研究目的
Investigating the characteristics of micron-sized ridge and rod patterns of SiOC created by imprint lithography, focusing on feature fidelity, shape change, and shrinkage as a function of pyrolysis condition and feature size.
研究成果
Sub-micron feature arrays from polymer-derived SiOC are successfully created with good fidelity up to 1200°C for 250 nm features and up to 1400°C for larger features. Feature smoothening and flattening increase with pyrolysis temperature and decrease in feature size, driven by surface diffusion and evaporation-condensation. Linear shrinkage is larger for smaller features and exceeds bulk shrinkage, influenced by surface area to volume ratio. The mathematical model effectively predicts feature evolution, providing insights for high-temperature applications.
研究不足
The study is limited to specific pyrolysis conditions (temperatures up to 1400°C) and feature sizes (down to 250 nm). Feature fidelity loss occurs at higher temperatures and smaller sizes due to surface diffusion and evaporation-condensation, which may affect scalability for very small features. The numerical model relies on approximations and material property estimates.

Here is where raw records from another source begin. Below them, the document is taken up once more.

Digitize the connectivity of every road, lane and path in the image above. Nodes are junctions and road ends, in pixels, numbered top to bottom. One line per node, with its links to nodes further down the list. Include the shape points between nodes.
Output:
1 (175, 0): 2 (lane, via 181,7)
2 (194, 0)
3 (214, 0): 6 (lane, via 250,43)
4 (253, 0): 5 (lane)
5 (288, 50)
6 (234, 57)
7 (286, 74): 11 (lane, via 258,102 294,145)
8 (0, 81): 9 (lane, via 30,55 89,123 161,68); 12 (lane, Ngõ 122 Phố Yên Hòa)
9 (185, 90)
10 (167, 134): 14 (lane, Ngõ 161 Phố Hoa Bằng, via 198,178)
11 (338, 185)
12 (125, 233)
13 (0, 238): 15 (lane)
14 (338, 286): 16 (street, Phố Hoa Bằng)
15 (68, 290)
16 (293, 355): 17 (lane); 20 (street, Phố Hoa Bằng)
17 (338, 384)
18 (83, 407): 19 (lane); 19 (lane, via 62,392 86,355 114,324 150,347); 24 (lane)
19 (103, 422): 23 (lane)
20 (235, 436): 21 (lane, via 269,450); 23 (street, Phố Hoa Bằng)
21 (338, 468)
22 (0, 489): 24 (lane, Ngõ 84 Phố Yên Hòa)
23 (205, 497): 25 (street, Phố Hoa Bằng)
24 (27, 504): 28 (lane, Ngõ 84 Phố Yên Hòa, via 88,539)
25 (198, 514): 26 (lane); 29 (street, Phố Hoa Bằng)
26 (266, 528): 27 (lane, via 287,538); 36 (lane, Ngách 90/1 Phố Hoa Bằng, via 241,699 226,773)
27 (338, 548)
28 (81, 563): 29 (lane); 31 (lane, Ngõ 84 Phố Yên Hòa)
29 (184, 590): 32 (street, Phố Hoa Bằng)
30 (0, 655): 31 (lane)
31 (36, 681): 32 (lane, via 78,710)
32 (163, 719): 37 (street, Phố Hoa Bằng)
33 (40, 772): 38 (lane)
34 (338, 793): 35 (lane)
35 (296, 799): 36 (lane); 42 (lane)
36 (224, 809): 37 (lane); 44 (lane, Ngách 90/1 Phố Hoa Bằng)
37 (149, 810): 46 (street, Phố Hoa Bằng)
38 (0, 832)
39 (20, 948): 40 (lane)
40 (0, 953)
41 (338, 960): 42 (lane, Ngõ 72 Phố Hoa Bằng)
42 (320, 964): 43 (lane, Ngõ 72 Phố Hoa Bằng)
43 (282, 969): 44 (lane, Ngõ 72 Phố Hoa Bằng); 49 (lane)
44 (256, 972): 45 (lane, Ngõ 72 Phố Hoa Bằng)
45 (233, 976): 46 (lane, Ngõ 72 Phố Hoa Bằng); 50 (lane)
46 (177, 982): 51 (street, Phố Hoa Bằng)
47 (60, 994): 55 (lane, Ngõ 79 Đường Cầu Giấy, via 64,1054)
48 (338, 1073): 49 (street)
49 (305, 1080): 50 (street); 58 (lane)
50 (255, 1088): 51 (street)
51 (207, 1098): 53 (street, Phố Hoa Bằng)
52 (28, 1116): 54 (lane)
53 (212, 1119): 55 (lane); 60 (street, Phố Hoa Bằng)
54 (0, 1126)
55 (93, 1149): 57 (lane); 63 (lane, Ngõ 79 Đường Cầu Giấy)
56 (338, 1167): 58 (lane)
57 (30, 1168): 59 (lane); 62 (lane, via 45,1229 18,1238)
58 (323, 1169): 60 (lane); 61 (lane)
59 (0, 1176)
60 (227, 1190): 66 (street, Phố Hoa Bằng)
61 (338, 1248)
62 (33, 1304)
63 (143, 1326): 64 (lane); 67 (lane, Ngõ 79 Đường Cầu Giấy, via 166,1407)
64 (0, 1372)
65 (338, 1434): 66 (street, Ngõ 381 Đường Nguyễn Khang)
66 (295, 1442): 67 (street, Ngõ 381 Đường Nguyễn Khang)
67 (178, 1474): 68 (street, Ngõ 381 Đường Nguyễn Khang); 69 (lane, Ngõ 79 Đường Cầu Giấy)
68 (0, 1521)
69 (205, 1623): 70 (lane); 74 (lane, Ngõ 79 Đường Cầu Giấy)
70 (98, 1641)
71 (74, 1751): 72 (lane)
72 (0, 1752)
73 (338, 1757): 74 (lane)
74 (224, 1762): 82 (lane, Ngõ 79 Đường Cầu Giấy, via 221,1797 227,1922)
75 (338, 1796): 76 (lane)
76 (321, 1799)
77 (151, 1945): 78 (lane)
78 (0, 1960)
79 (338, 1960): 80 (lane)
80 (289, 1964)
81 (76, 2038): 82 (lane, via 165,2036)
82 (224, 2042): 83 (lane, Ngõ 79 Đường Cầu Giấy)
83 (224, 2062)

1:Experimental Design and Method Selection:
The study uses imprint lithography to create sub-micron features from polymer-derived SiOC, with pyrolysis at various temperatures to examine feature fidelity, shape change, and shrinkage. A numerical model based on thermodynamic equations (Kelvin and Gibbs-Thomson) is employed to predict feature evolution.
2:Sample Selection and Data Sources:
Samples are prepared using PHMS (polyhydromethylsiloxane) as the precursor, DVB (divinylbenzene) as the cross-linking agent, and a Pt catalyst. Patterns include arrays of rods and ridges with sizes of 250 nm, 500 nm, 750 nm, and 1 μm.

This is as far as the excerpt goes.